Stored items from a collection:
BEGIN

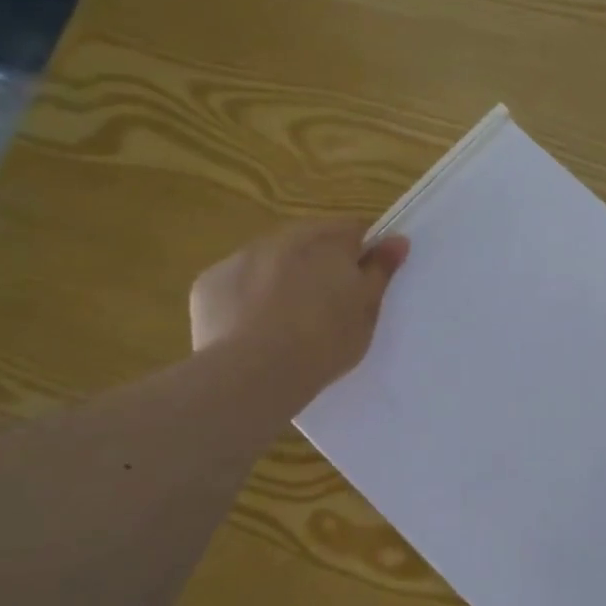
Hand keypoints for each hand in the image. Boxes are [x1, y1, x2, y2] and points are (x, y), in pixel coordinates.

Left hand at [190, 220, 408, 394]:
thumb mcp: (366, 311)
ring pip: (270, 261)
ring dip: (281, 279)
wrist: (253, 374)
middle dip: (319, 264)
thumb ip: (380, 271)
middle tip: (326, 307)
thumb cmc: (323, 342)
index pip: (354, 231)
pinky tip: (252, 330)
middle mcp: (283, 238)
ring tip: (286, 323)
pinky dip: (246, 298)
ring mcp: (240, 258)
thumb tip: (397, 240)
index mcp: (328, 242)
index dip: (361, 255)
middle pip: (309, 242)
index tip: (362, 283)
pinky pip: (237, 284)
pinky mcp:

END

Repeat the exact lines from the first line of the data through the line containing "index dip: (361, 255)". Nothing else, no pictures.

**Result**.
Hand keypoints for each hand in the image. Boxes are [x1, y1, x2, y2] and points are (x, y), in pixel coordinates.

Left hand at [190, 220, 408, 394]:
thumb mcp: (366, 311)
ring pip: (270, 261)
ring dip: (281, 279)
wrist: (253, 374)
middle dip: (319, 264)
thumb ip: (380, 271)
middle tip: (326, 307)
thumb cmc: (323, 342)
index pip: (354, 231)
pinky tip: (252, 330)
middle mcp: (283, 238)
ring tip: (286, 323)
pinky dip: (246, 298)
ring mcp: (240, 258)
thumb tip: (397, 240)
index mcp: (328, 242)
index dip: (361, 255)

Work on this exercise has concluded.